__Activity__: Make an exact copy of the entries below with the pictures removed.

[Dataset items]
Start of Block
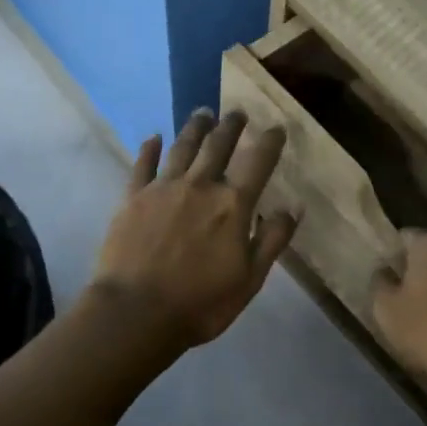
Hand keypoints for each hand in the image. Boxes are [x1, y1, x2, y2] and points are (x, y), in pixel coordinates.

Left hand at [91, 109, 298, 348]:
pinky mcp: (132, 198)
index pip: (258, 162)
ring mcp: (163, 189)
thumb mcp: (250, 278)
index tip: (276, 127)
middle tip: (237, 113)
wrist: (136, 312)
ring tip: (203, 113)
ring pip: (183, 148)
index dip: (270, 142)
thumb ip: (273, 239)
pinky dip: (150, 149)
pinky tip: (154, 138)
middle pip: (218, 146)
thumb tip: (294, 206)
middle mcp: (200, 186)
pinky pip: (142, 165)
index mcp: (233, 205)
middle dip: (231, 126)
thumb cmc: (201, 302)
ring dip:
End of Block
__Answer below__:
Hand keypoints for each hand in the image. Boxes are [x1, y1, x2, y2] and points are (x, y), in pixel coordinates.

Left hand at [91, 109, 298, 348]:
pinky mcp: (132, 198)
index pip: (258, 162)
ring mcp: (163, 189)
thumb mcp: (250, 278)
index tip: (276, 127)
middle tip: (237, 113)
wrist: (136, 312)
ring tip: (203, 113)
ring pip: (183, 148)
index dip: (270, 142)
thumb ip: (273, 239)
pinky dip: (150, 149)
pinky tip: (154, 138)
middle pip: (218, 146)
thumb tip: (294, 206)
middle mcp: (200, 186)
pinky pip: (142, 165)
index mcp: (233, 205)
middle dip: (231, 126)
thumb cmc: (201, 302)
ring dip:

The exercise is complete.